Pass a seed to randn1d - Githubissues

0todd0000 / rft1d

One-Dimensional Random Field Theory in Python

https://spm1d.org/rft1d/

GNU General Public License v3.0

3 stars 3 forks source link

Pass a seed to randn1d #6

Closed lele394 closed 8 months ago

lele394 commented 8 months ago

Hello,

I've recently had to use the rft1d library to construct gaussian random fields. I needed to perform a sweep on the smoothing parameter to build a heatmap of my fields for different values. Since I couldn't pass a seed to the generator I couldn't do it. I did however modify the library by duplicating the random file and modifying both generators. I added a seed parameter to the constructor, and simply set that seed at the beginning of each generate_sample().

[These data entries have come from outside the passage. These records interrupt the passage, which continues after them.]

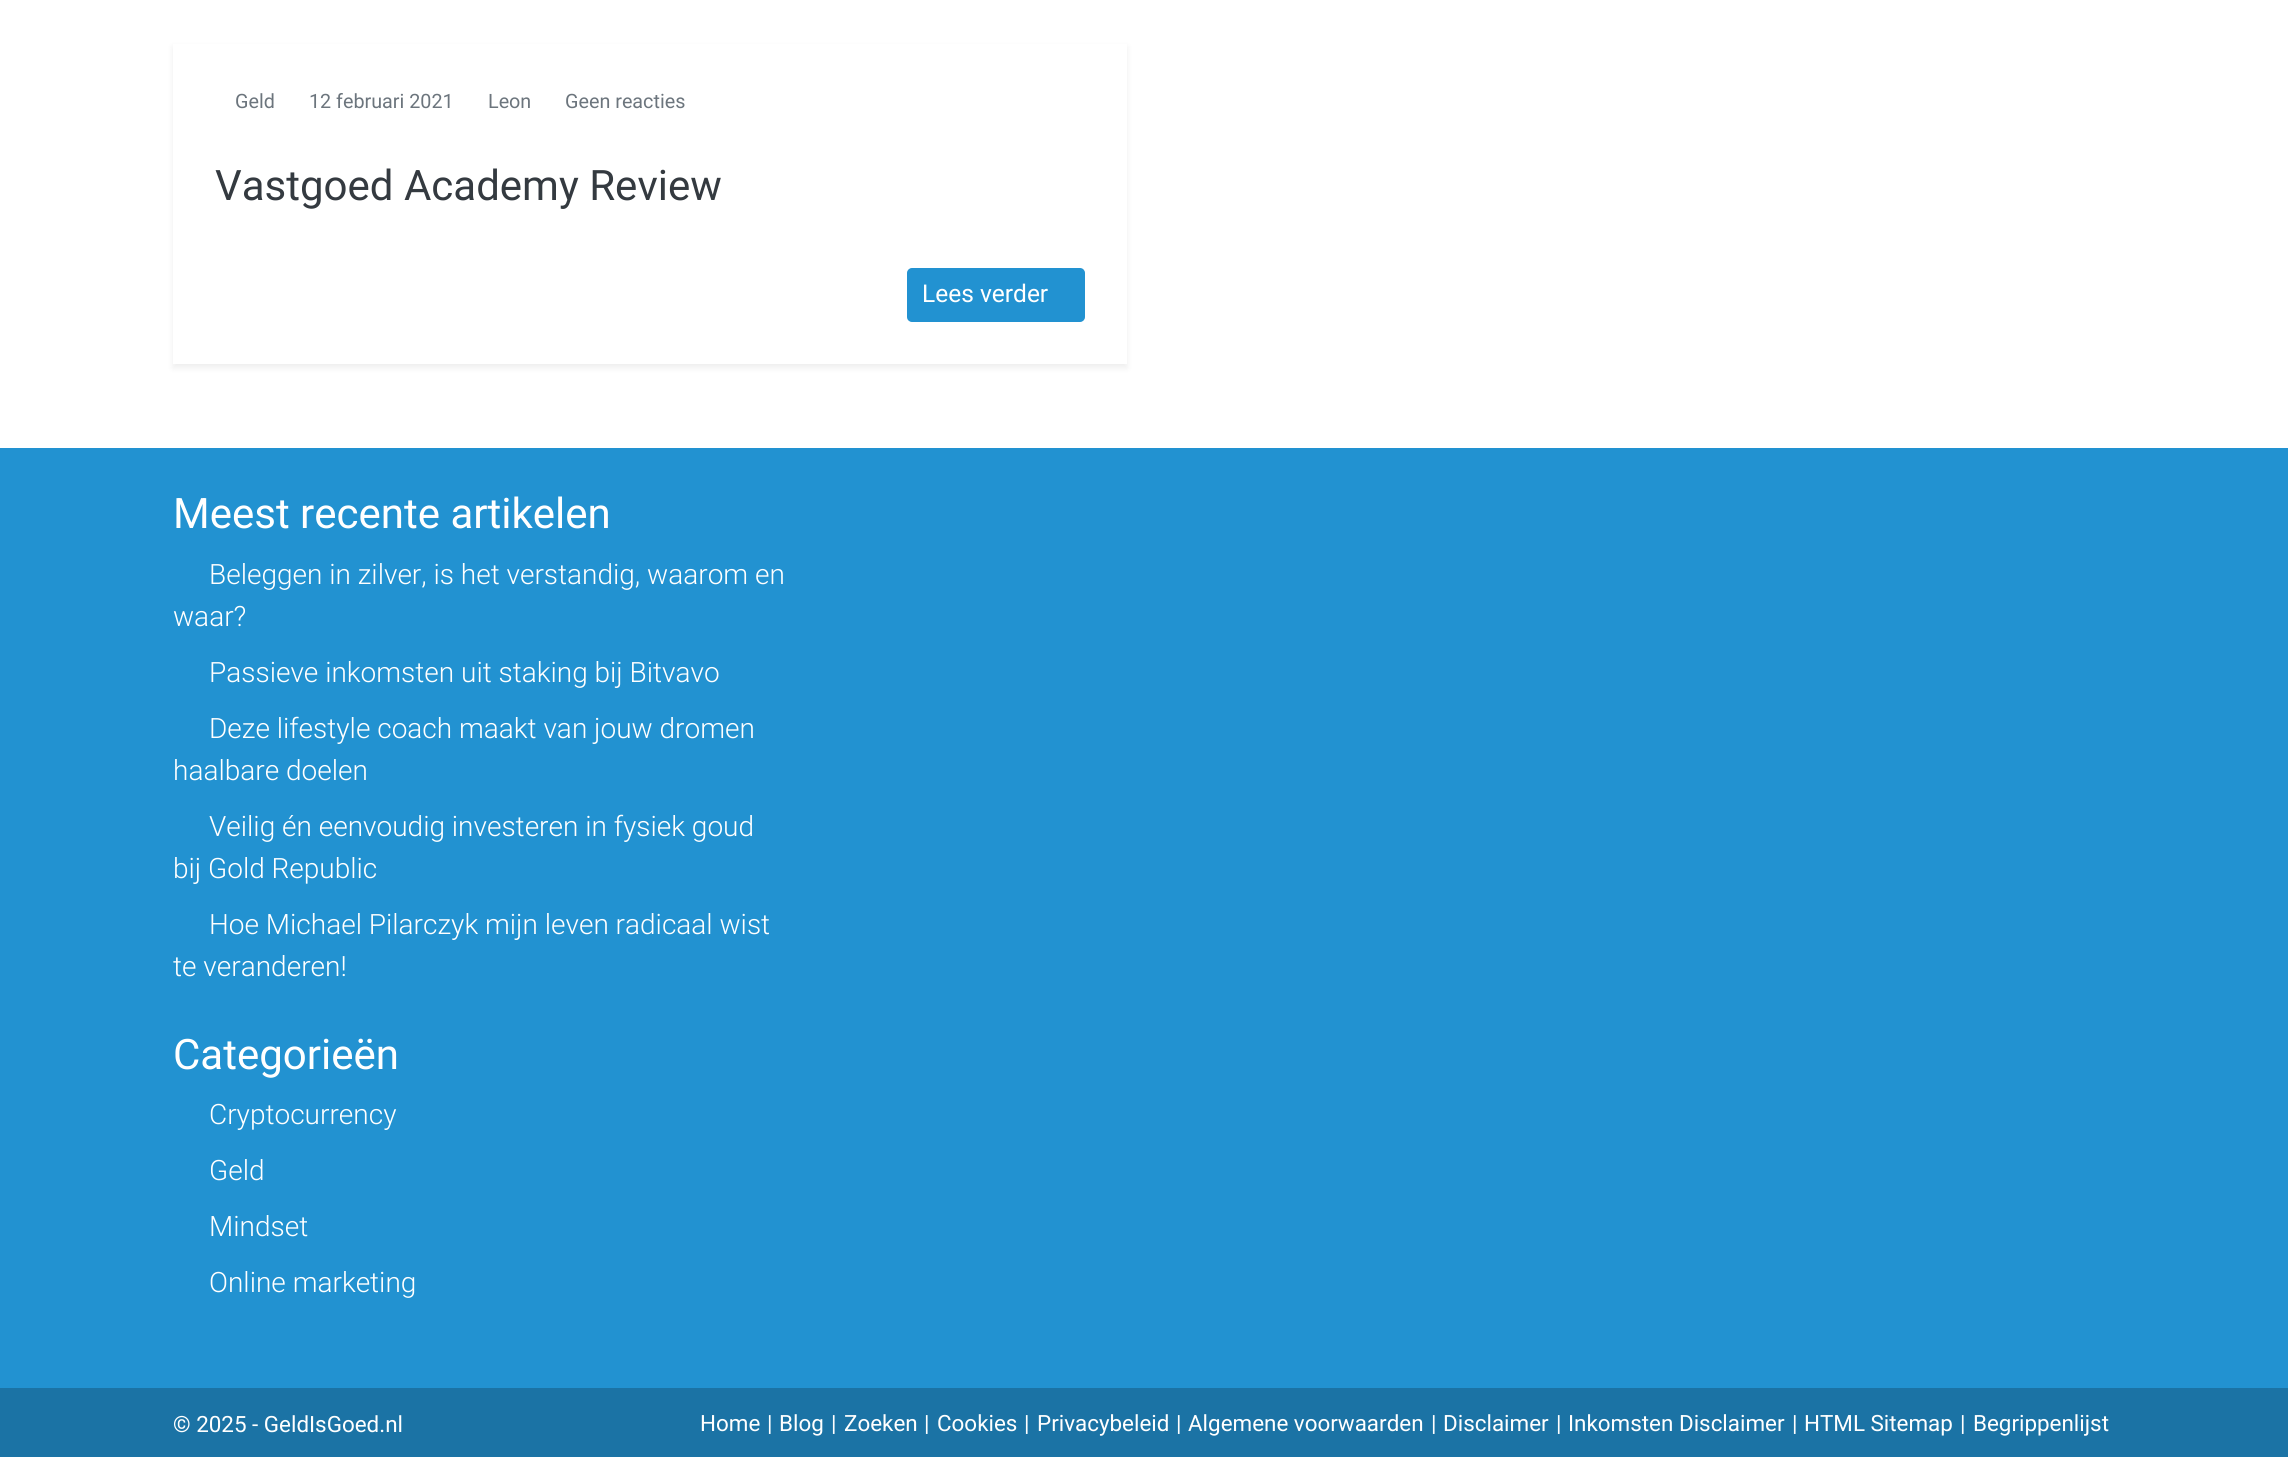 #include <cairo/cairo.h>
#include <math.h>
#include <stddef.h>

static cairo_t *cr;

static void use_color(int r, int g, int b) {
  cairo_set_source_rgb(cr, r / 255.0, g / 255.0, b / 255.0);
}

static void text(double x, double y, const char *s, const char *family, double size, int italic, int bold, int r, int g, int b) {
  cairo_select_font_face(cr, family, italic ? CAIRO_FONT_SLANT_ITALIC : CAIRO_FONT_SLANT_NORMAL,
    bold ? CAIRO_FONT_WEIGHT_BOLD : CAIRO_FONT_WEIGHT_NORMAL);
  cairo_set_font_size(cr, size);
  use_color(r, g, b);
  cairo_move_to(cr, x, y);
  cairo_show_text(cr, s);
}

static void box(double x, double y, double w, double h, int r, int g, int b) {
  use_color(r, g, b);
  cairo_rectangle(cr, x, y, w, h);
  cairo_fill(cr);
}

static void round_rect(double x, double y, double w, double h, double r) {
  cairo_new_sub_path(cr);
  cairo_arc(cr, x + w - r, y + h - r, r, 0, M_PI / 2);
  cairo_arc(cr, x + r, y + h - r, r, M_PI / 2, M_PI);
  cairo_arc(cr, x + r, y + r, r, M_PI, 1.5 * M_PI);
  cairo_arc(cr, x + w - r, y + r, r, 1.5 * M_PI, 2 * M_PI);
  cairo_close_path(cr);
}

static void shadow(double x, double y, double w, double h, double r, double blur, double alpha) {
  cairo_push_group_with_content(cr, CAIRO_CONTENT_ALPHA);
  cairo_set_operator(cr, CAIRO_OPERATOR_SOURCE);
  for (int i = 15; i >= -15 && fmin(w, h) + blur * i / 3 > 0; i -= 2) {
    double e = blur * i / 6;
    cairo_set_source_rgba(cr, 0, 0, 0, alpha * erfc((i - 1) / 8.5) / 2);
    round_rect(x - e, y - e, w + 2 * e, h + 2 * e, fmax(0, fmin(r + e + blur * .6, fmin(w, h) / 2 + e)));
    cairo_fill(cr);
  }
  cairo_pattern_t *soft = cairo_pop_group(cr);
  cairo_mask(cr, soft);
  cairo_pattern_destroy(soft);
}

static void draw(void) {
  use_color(255, 255, 255);
  cairo_paint(cr);
  cairo_save(cr);
  cairo_set_fill_rule(cr, CAIRO_FILL_RULE_EVEN_ODD);
  cairo_new_path(cr);
  cairo_move_to(cr, 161, 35);
  cairo_line_to(cr, 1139, 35);
  cairo_line_to(cr, 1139, 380);
  cairo_line_to(cr, 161, 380);
  cairo_close_path(cr);
  cairo_move_to(cr, 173, 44);
  cairo_line_to(cr, 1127, 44);
  cairo_line_to(cr, 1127, 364);
  cairo_line_to(cr, 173, 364);
  cairo_close_path(cr);
  cairo_clip(cr);
  use_color(0, 0, 0);
  shadow(173, 47, 954, 321, 0, 3.5, 0.07);
  cairo_restore(cr);
  use_color(34, 146, 209);
  round_rect(908, 269, 176, 52, 4);
  cairo_fill_preserve(cr);
  cairo_stroke(cr);
  box(0, 448, 2288, 940, 34, 146, 209);
  box(0, 1388, 2288, 69, 27, 115, 165);
  text(235, 108, "Geld", "Roboto", 19.75, 0, 0, 108, 117, 125);
  text(309, 108, "12 februari 2021", "Roboto", 19.75, 0, 0, 108, 117, 125);
  text(488, 108, "Leon", "Roboto", 19.75, 0, 0, 108, 117, 125);
  text(565, 108, "Geen reacties", "Roboto", 19.75, 0, 0, 108, 117, 125);
  text(215, 200, "Vastgoed Academy Review", "Roboto", 42, 0, 0, 52, 58, 64);
  text(922, 302, "Lees verder", "Roboto", 24.5, 0, 0, 255, 255, 255);
  text(173, 528, "Meest recente artikelen", "Roboto", 42, 0, 0, 255, 255, 255);
  text(209, 584, "Beleggen in zilver, is het verstandig, waarom en", "Roboto Light", 28, 0, 0, 255, 255, 255);
  text(173, 626, "waar?", "Roboto Light", 28, 0, 0, 255, 255, 255);
  text(209, 682, "Passieve inkomsten uit staking bij Bitvavo", "Roboto Light", 28, 0, 0, 255, 255, 255);
  text(209, 738, "Deze lifestyle coach maakt van jouw dromen", "Roboto Light", 28, 0, 0, 255, 255, 255);
  text(173, 780, "haalbare doelen", "Roboto Light", 28, 0, 0, 255, 255, 255);
  text(209, 836, "Veilig én eenvoudig investeren in fysiek goud", "Roboto Light", 28, 0, 0, 255, 255, 255);
  text(173, 878, "bij Gold Republic", "Roboto Light", 28, 0, 0, 255, 255, 255);
  text(209, 934, "Hoe Michael Pilarczyk mijn leven radicaal wist", "Roboto Light", 28, 0, 0, 255, 255, 255);
  text(173, 976, "te veranderen!", "Roboto Light", 28, 0, 0, 255, 255, 255);
  text(173, 1069, "Categorieën", "Roboto", 42, 0, 0, 255, 255, 255);
  text(209, 1124, "Cryptocurrency", "Roboto Light", 28, 0, 0, 255, 255, 255);
  text(209, 1180, "Geld", "Roboto Light", 28, 0, 0, 255, 255, 255);
  text(209, 1236, "Mindset", "Roboto Light", 28, 0, 0, 255, 255, 255);
  text(209, 1292, "Online marketing", "Roboto Light", 28, 0, 0, 255, 255, 255);
  text(173, 1432, "© 2025 - GeldIsGoed.nl", "Roboto", 22.4, 0, 0, 255, 255, 255);
  text(700, 1431, "Home", "Roboto", 22.4, 0, 0, 255, 255, 255);
  text(767, 1431, "|", "Roboto", 22.4, 0, 0, 255, 255, 255);
  text(779, 1431, "Blog", "Roboto", 22.4, 0, 0, 255, 255, 255);
  text(831, 1431, "|", "Roboto", 22.4, 0, 0, 255, 255, 255);
  text(844, 1431, "Zoeken", "Roboto", 22.4, 0, 0, 255, 255, 255);
  text(924, 1431, "|", "Roboto", 22.4, 0, 0, 255, 255, 255);
  text(937, 1431, "Cookies", "Roboto", 22.4, 0, 0, 255, 255, 255);
  text(1024, 1431, "|", "Roboto", 22.4, 0, 0, 255, 255, 255);
  text(1037, 1431, "Privacybeleid", "Roboto", 22.4, 0, 0, 255, 255, 255);
  text(1176, 1431, "|", "Roboto", 22.4, 0, 0, 255, 255, 255);
  text(1188, 1431, "Algemene voorwaarden", "Roboto", 22.4, 0, 0, 255, 255, 255);
  text(1431, 1431, "|", "Roboto", 22.4, 0, 0, 255, 255, 255);
  text(1443, 1431, "Disclaimer", "Roboto", 22.4, 0, 0, 255, 255, 255);
  text(1556, 1431, "|", "Roboto", 22.4, 0, 0, 255, 255, 255);
  text(1568, 1431, "Inkomsten Disclaimer", "Roboto", 22.4, 0, 0, 255, 255, 255);
  text(1792, 1431, "|", "Roboto", 22.4, 0, 0, 255, 255, 255);
  text(1804, 1431, "HTML Sitemap", "Roboto", 22.4, 0, 0, 255, 255, 255);
  text(1960, 1431, "|", "Roboto", 22.4, 0, 0, 255, 255, 255);
  text(1973, 1431, "Begrippenlijst", "Roboto", 22.4, 0, 0, 255, 255, 255);
}

int main(void) {
  cairo_surface_t *surface = cairo_image_surface_create(CAIRO_FORMAT_RGB24, 2288, 1457);
  cr = cairo_create(surface);
  cairo_font_options_t *options = cairo_font_options_create();
  cairo_font_options_set_hint_metrics(options, CAIRO_HINT_METRICS_OFF);
  cairo_font_options_set_hint_style(options, CAIRO_HINT_STYLE_NONE);
  cairo_set_font_options(cr, options);
  cairo_set_miter_limit(cr, 4);
  draw();
  cairo_surface_write_to_png(surface, "out.png");
  cairo_font_options_destroy(options);
  cairo_destroy(cr);
  cairo_surface_destroy(surface);
  return 0;
}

Modified generator __init__.

def __init__(self, nResponses=1, nodes=101, FWHM=10, pad=False, seed=1234):
    super(Generator1D, self).__init__()

    self.seed = seed

Modified start of generate_sample()

def generate_sample(self):
    np.random.seed(seed=self.seed)

Are you interested in me pushing that change?

0todd0000 commented 8 months ago

Thank you for this post.

Quick reply: Adding a seed argument might be OK provided there is a compelling case against using np.random.seed itself.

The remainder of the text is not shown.